» **Your instructions**: Read the data below line by line and state how many lines hold "task". Nothing else belongs in the answer.

=-=-=

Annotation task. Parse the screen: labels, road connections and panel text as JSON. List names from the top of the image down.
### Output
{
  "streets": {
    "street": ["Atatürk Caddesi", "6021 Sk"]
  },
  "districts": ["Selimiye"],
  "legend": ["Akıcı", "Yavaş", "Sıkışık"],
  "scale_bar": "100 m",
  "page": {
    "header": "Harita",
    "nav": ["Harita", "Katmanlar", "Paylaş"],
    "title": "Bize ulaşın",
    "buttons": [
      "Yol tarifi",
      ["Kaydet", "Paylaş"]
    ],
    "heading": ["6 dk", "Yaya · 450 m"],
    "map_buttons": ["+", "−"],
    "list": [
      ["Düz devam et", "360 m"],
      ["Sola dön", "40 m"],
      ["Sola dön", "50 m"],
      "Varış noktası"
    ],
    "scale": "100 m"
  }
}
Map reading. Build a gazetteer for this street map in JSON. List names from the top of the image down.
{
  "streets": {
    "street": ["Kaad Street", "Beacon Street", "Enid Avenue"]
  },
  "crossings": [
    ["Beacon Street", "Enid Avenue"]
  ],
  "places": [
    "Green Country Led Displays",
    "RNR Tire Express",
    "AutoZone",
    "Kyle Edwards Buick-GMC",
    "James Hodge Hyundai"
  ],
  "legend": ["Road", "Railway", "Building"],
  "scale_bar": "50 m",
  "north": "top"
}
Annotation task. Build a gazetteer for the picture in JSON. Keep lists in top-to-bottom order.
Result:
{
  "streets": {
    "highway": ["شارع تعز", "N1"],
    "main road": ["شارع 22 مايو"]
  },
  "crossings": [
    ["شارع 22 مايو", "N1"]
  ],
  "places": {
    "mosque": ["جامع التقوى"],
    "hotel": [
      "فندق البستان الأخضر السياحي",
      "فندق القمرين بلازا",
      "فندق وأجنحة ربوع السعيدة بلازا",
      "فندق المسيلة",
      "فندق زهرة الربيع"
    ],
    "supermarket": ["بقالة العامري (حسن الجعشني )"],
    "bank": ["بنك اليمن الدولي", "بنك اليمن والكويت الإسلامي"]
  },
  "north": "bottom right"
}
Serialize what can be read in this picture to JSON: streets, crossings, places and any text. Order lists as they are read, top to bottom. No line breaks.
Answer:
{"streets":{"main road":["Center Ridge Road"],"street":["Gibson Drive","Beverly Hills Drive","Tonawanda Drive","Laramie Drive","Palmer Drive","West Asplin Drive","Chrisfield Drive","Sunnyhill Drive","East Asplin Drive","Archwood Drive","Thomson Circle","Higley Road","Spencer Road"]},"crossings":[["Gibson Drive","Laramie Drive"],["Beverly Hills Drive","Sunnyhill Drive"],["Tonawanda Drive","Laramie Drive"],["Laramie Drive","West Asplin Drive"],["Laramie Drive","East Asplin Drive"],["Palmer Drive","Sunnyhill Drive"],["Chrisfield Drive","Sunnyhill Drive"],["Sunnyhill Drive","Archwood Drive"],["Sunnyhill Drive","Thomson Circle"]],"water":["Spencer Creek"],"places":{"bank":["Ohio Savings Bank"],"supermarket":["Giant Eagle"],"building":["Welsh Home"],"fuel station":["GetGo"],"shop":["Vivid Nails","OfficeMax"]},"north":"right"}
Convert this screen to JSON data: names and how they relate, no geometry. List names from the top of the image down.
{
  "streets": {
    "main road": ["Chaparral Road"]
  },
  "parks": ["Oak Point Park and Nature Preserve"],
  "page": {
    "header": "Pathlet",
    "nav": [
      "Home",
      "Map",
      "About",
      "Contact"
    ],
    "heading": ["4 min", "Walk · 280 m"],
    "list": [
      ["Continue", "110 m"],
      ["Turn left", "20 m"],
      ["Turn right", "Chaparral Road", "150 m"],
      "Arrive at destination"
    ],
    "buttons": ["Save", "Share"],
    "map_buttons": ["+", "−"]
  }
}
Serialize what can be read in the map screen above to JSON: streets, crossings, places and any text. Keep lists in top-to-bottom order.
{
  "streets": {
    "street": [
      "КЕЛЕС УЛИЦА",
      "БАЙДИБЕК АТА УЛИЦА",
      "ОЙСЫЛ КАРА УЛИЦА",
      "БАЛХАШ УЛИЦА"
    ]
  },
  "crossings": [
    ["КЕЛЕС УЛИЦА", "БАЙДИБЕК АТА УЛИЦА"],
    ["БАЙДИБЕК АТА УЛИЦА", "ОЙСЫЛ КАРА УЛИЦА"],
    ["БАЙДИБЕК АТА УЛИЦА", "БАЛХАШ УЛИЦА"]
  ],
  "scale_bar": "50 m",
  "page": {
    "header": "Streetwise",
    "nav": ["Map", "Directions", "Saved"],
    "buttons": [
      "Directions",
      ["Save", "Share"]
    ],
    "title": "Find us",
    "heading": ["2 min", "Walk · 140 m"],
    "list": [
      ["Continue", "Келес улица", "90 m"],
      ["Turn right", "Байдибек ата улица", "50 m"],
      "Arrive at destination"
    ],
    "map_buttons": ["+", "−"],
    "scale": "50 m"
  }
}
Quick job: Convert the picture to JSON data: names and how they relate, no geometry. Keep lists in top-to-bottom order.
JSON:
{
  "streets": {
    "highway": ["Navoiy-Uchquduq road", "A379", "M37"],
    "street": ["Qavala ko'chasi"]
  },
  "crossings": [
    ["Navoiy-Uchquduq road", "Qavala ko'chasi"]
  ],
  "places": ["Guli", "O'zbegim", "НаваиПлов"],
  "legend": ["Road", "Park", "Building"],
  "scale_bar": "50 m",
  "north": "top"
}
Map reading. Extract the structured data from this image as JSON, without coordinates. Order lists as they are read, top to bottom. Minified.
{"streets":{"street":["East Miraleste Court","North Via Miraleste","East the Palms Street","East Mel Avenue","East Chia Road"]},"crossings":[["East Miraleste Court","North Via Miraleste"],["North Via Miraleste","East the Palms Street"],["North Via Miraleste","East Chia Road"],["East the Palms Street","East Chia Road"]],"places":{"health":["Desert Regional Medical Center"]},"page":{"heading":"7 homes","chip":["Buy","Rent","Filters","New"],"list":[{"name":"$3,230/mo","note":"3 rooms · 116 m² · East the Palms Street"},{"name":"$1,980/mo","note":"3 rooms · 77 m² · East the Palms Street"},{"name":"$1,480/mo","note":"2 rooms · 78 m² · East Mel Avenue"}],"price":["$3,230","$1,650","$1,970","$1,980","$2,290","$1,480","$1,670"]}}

=-=-=

» **Expected answer**: 2